These guidelines were used for selecting German lemmas in SMULTRON, the Stockholm MULtilingual TReebank.
Each token gets exactly one lemma.
Each token gets one lemma as suggested by the morphology system Gertwol.
The following tokens do not get a lemma:
- XML tags
- Punctuation symbols
- Numbers that consist only of digits (and related symbols)
Examples: 37 4,9 30'261 +4.3
- Roman numbers
Examples: CX IV
Case 1: Multiple Gertwol Lemmas
If Gertwol provides more than one lemma for the given token (and the given Part-of-Speech), then the most appropriate lemma is chosen in the given context. For nouns, adjectives and verbs this selection is done automatically as specified in the paper
Martin Volk: Choosing the right lemma when analysing German nouns. In: Multilinguale Corpora: Codierung, Strukturierung, Analyse. 11. Jahrestagung der GLDV. Frankfurt. 1999. 304-310.
This refers in particular to the disambiguation between different possible segmentations.
Zweifelsfall --> Zweifel\s#fall (correct) --> Zwei#fels#fall (hilarious but unlikely ;-)
The disambiguation between multiple lemmas for other word classes is done manually.
Perfect participle forms of verbs that can belong to two different verbs, need to be manually checked.
gehört --> hören vs. gehören geraten --> raten vs. geraten
Case 2: No Gertwol Lemma
If Gertwol does not provide a lemma, then the human annotator chooses the correct lemma.
If the word is a proper name (PoS=NE), then the lemma is identical with the word form, unless the name is in genitive. The genitive suffix
-s will be removed.
IBMs --> IBM Schröders --> Schröder
If the word is a foreign word (PoS=FM), then the lemma is identical with the word form, unless it is an English word in plural. In that case the suffix
-s will be removed.
Directors --> Director
If a foreign word is identical with a German (loan) word, there might be a Gertwol lemma for it (including segmentations). In this case the Gertwol lemma is not used.
Process Automation --> Process Automation
Although there exists the Gertwol lemma 'Automat~ion'.
If the token is an abbreviation, then the full word is taken as the basis for lemmatisation.
Mio. --> Million % --> Prozent
Acronyms are not spelled out.
SEB --> SEB USA --> USA
Deviations from the Gertwol Suggestions
If the token is an elliptical compound, then the full compound is taken as the basis for lemmatisation.
Nord- und Südamerika --> Nord#amerika und Süd#amerika Energie- und Automationstechnik --> Energ~ie#techn~ik und Automat~ion\s#techn~ik
If the token is a determiner or an attributive pronoun, then we choose the determiner in the correct gender as the lemma.
der Mann --> der Mann der Frau --> die Frau meiner Zeitung --> meine Zeitung
In order to subclassify foreign words and names we assign the following labels.
Each foreign word (PoS=FM) gets a label specifying its language.
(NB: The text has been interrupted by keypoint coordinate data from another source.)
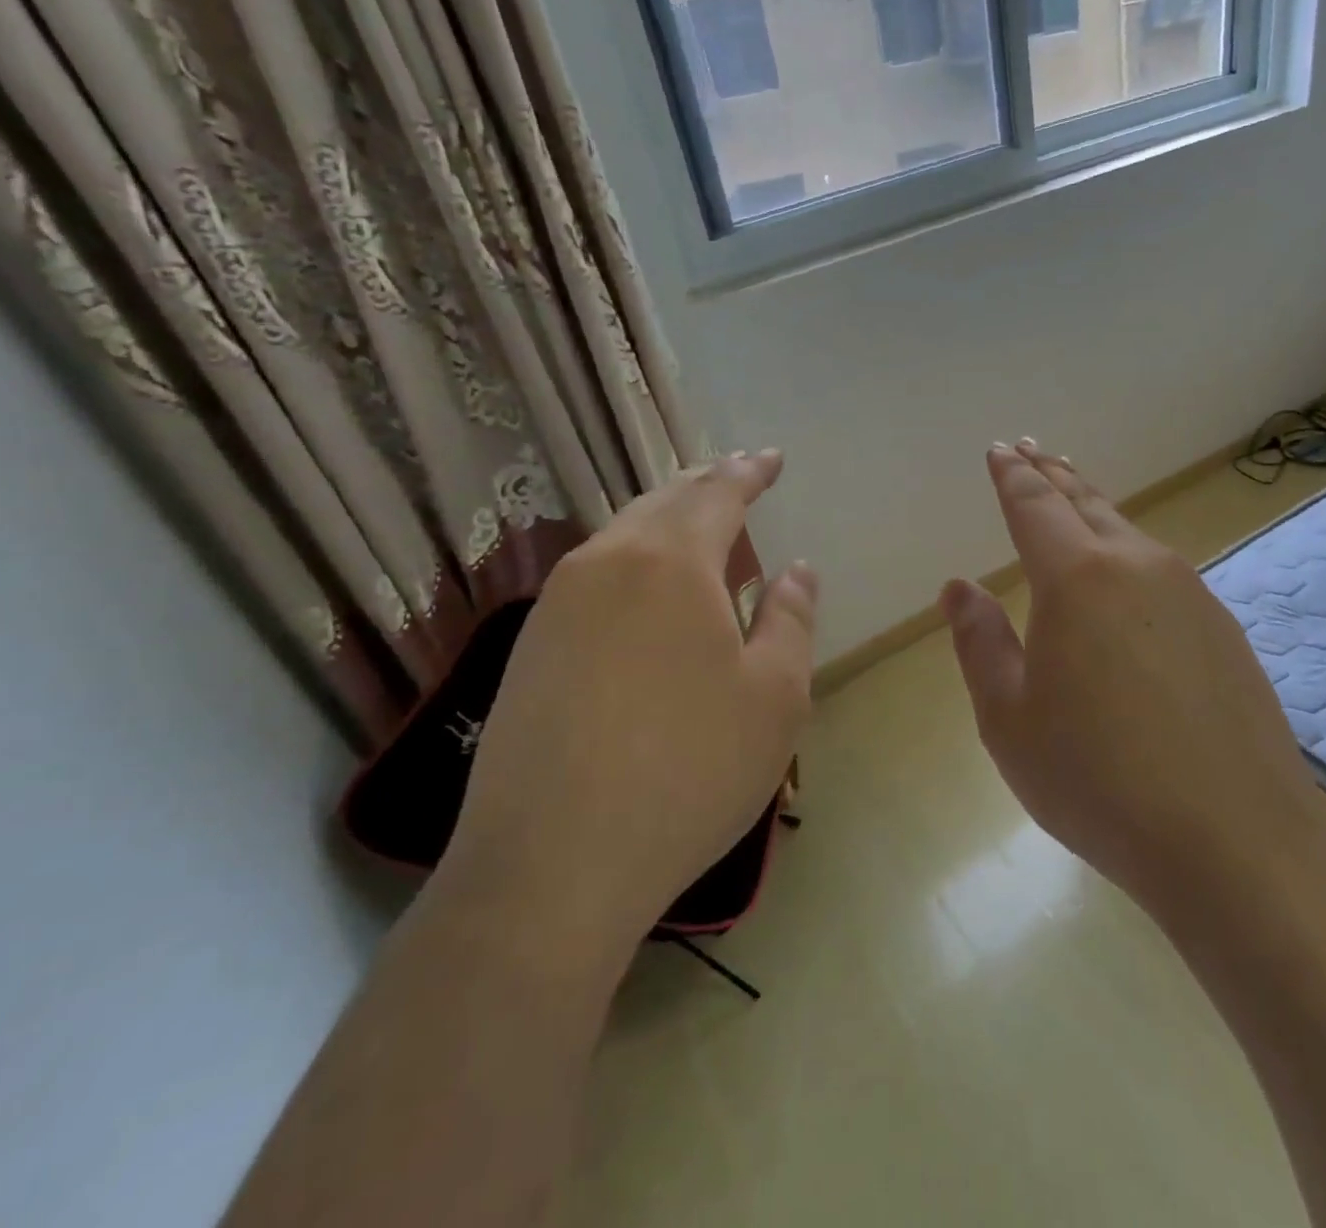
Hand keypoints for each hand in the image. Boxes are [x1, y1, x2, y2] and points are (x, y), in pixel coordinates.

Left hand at [442, 451, 816, 951]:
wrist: (550, 867)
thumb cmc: (688, 771)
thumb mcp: (775, 696)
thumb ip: (791, 619)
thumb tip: (795, 572)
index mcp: (669, 563)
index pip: (716, 493)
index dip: (748, 472)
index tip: (770, 458)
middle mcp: (604, 564)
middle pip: (661, 503)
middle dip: (704, 486)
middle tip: (736, 478)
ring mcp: (556, 605)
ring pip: (621, 537)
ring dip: (665, 523)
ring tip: (699, 530)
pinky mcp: (530, 648)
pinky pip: (594, 577)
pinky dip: (634, 563)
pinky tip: (649, 597)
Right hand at [940, 441, 1325, 915]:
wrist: (1236, 842)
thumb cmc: (1098, 779)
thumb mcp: (1010, 718)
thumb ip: (981, 643)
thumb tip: (960, 588)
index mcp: (1077, 579)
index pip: (1035, 506)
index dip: (1012, 476)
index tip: (1000, 449)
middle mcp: (1138, 567)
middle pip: (1087, 503)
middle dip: (1053, 474)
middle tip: (1031, 450)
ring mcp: (1192, 595)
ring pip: (1130, 533)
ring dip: (1094, 508)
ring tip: (1074, 495)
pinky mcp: (1223, 630)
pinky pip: (1163, 571)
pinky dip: (1130, 553)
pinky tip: (1128, 575)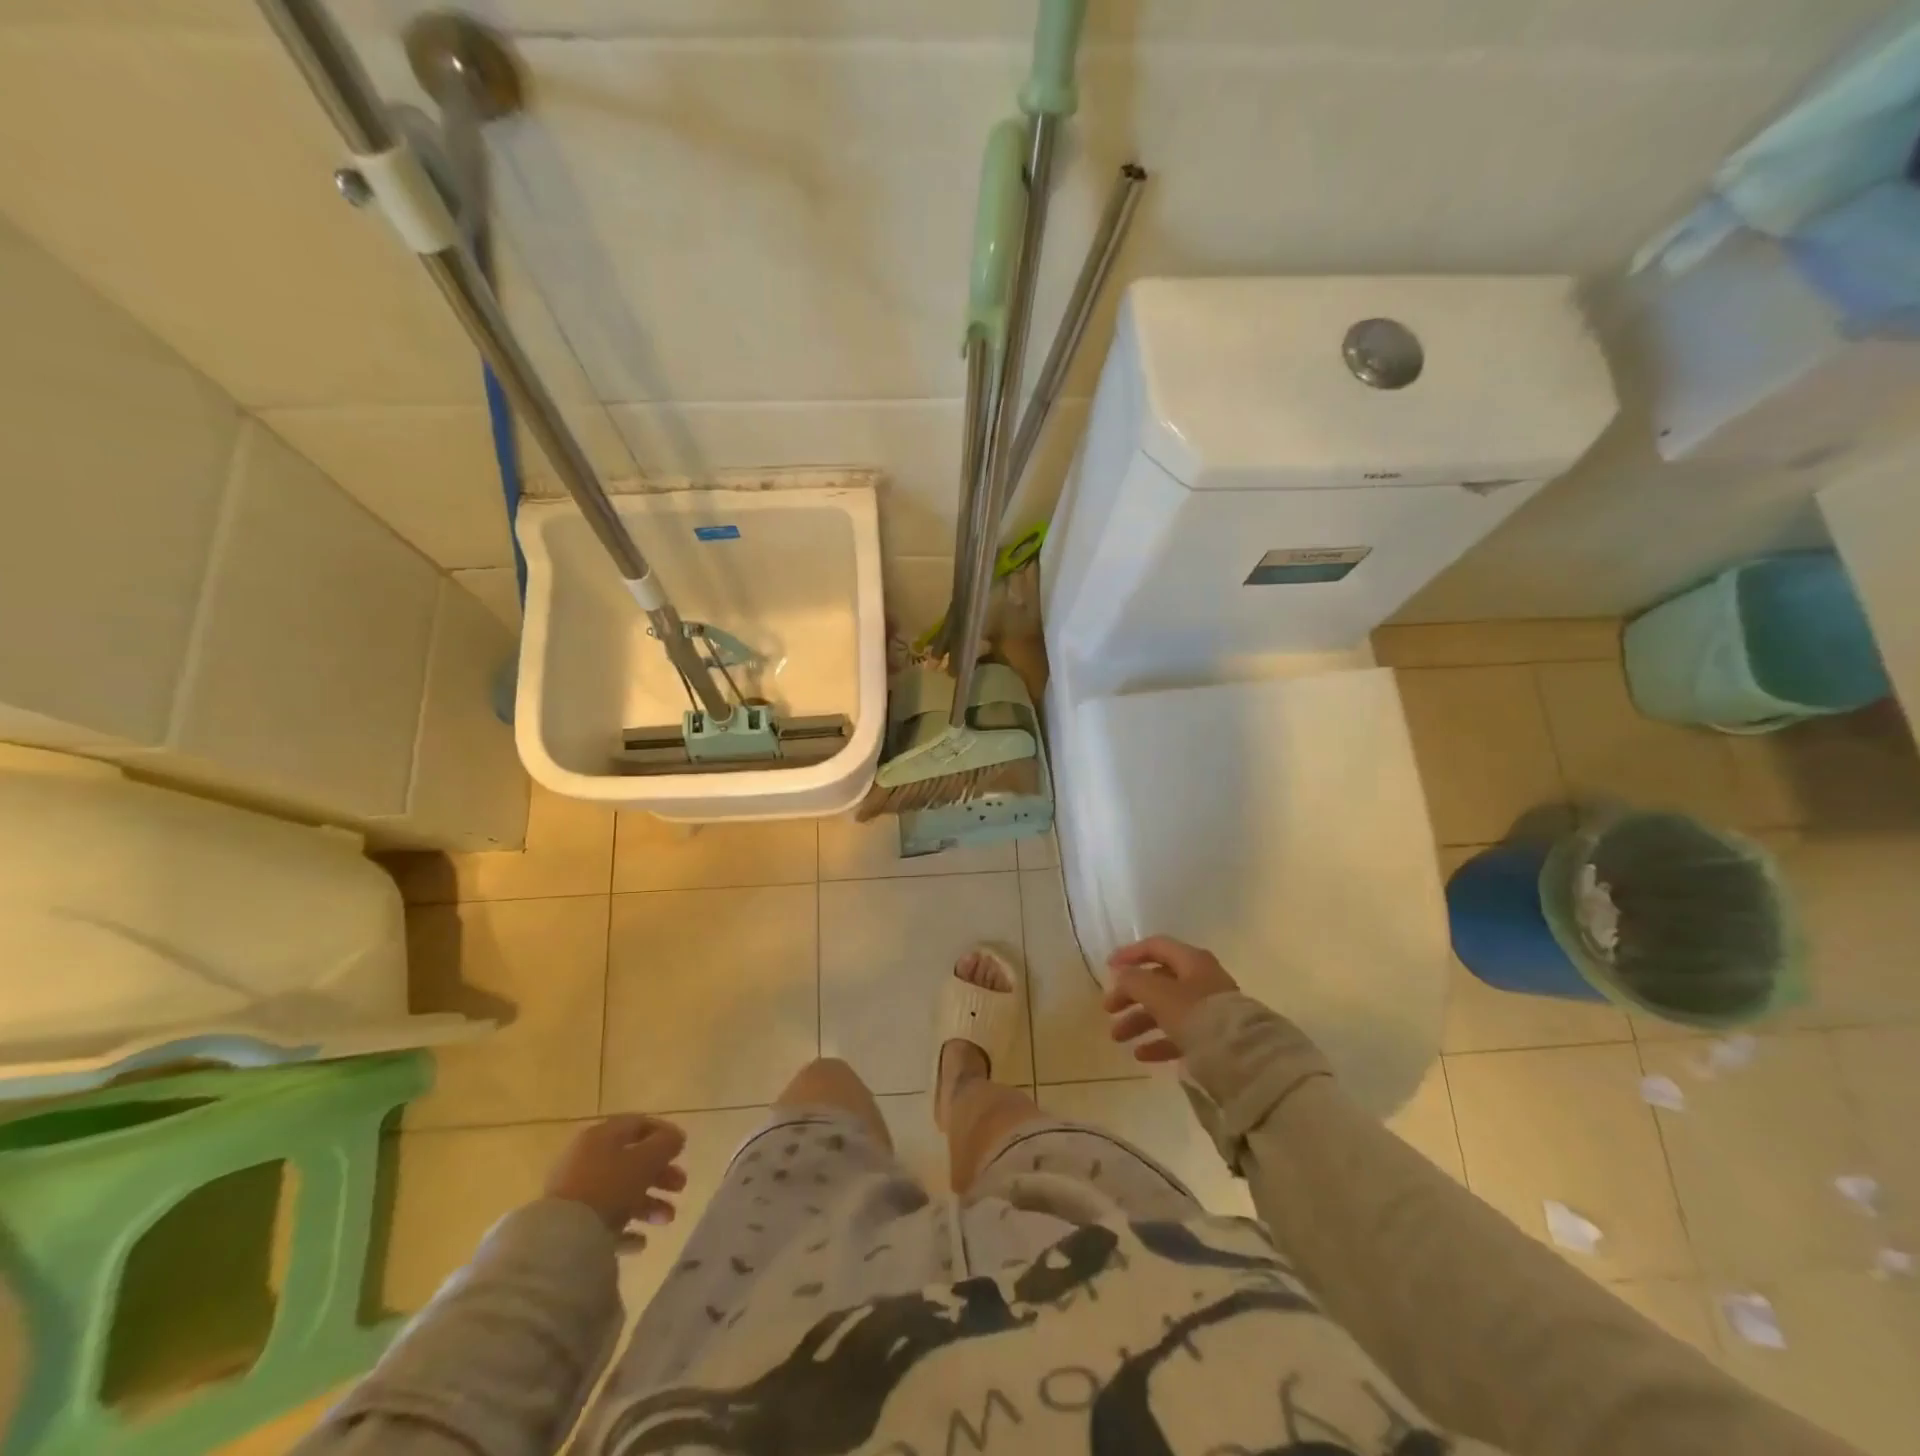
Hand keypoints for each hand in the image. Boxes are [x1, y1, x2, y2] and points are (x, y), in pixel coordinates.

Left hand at [544, 1115, 687, 1234]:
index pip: (638, 1124)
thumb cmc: (608, 1187)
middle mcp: (586, 1159)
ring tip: (667, 1219)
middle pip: (631, 1161)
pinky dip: (626, 1228)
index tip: (682, 1149)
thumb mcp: (646, 1159)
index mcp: (601, 1136)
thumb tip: (676, 1137)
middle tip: (680, 1186)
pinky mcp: (570, 1225)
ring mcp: (576, 1193)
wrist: (560, 1241)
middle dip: (660, 1174)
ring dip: (649, 1203)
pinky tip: (641, 1242)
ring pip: (620, 1192)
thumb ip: (666, 1144)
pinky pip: (604, 1221)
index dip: (663, 1133)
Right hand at [1103, 936, 1238, 1063]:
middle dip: (1130, 995)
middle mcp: (1200, 980)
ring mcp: (1208, 1009)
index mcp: (1191, 961)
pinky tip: (1141, 1055)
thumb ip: (1134, 980)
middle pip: (1158, 981)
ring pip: (1166, 1009)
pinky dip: (1158, 1041)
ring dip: (1139, 1020)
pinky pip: (1179, 1034)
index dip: (1130, 954)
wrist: (1242, 1057)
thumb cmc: (1196, 1014)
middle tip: (1108, 1009)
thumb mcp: (1158, 993)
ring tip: (1118, 1037)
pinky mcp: (1213, 1037)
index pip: (1156, 947)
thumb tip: (1121, 974)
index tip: (1107, 968)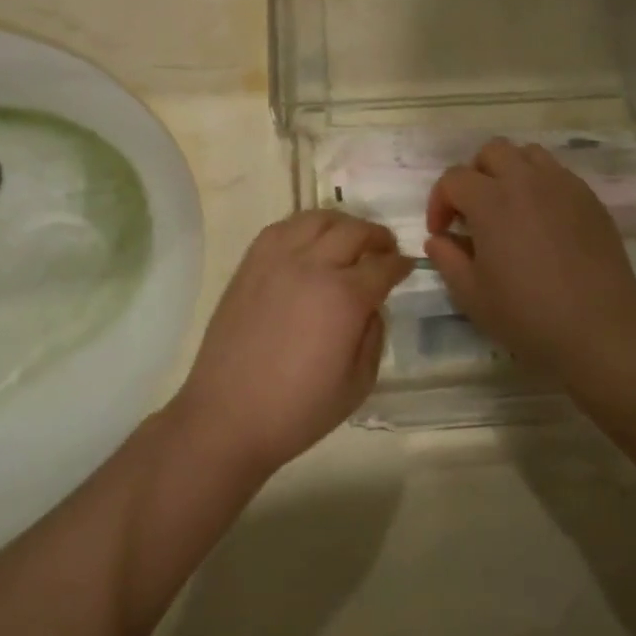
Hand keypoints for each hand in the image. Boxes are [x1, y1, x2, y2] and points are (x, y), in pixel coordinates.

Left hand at [171, 211, 409, 483]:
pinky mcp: (250, 263)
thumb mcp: (359, 383)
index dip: (401, 264)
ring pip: (317, 218)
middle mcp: (312, 266)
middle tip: (384, 249)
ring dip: (342, 223)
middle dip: (377, 237)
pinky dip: (304, 227)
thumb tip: (372, 305)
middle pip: (354, 231)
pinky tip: (309, 243)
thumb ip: (374, 334)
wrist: (228, 416)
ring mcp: (277, 260)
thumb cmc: (299, 409)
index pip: (383, 265)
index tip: (407, 267)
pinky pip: (282, 227)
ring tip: (348, 239)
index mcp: (344, 297)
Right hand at [425, 139, 635, 374]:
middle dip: (474, 175)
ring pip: (528, 154)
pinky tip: (543, 221)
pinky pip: (558, 174)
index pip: (453, 178)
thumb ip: (447, 259)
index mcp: (491, 201)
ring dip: (510, 172)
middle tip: (474, 212)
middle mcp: (526, 181)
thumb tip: (438, 239)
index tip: (442, 232)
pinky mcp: (590, 199)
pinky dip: (541, 185)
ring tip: (509, 207)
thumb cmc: (528, 315)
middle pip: (492, 152)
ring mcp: (563, 186)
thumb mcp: (471, 295)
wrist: (600, 330)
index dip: (439, 202)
The label is the two-character ISO language code.
Board --> Board EN Crédit --> Crédit FR
If a foreign word is considered a loan word and is no longer PoS-tagged as FM (but rather as noun or verb or something else), then it does not get a language label.
If a foreign word is part of a compound (including hyphenated compounds) with a German word, then it will get the PoS tag of the German word, and it will get a combined language label reflecting the origin of the parts.
Compliance-Aktivität --> PoS=NN and Language-label=EN-DE Corporate-Kosten --> PoS=NN and Language-label=EN-DE Upstream-Geschäft --> PoS=NN and Language-label=EN-DE Building-Systems-Geschäft --> PoS=NN and Language-label=EN-EN-DE
Each name (PoS=NE) gets a label specifying its name type. We use the following labels.
- GEO - (Part of a) Geographical Name (town, country, continent, river, ...)
- ORG - (Part of an) Organisation Name (company, institution, ...)
- PERS - (Part of a) Person Name
- WEB - Internet Address (web address or email address)
- MISC - All other Names
Mittelamerika --> Mittel#amerika GEO ABB --> ABB ORG Karlsson --> Karlsson PERS
Each noun (PoS=NN) and each name (PoS=NE) gets a label specifying its grammatical gender. We use the following labels.
- FEM - feminin
- MASK - masculine
- NEUTR - neuter
- NONE - none (e.g. family names like 'Amundsen' have no gender)
Tür --> Tür FEM Mädchen --> Mädchen NEUTR Sofie --> Sofie FEM Müller --> Müller NONE - if it is used as a family name
Foreign words (PoS=FM) do not get a gender label.
Nouns that occur only in plural (Pluralia Tanta) do not get a gender label.
Leute --> Leute ___
Nouns that are derived from verbs and have changed gender, often get the wrong gender assignment. They must be manually corrected. For example
der Packen vs. das Packen der Rasen vs. das Rasen den Rätseln vs. das Rätseln
Nouns that have different genders in different readings need to be manually checked.
der Teil vs. das Teil der Moment vs. das Moment der Flur vs. die Flur
If a word is misspelled, then the word is not corrected according to the principle of faithfulness to the original text. But the (imagined) corrected word is taken as the basis for the lemmatisation.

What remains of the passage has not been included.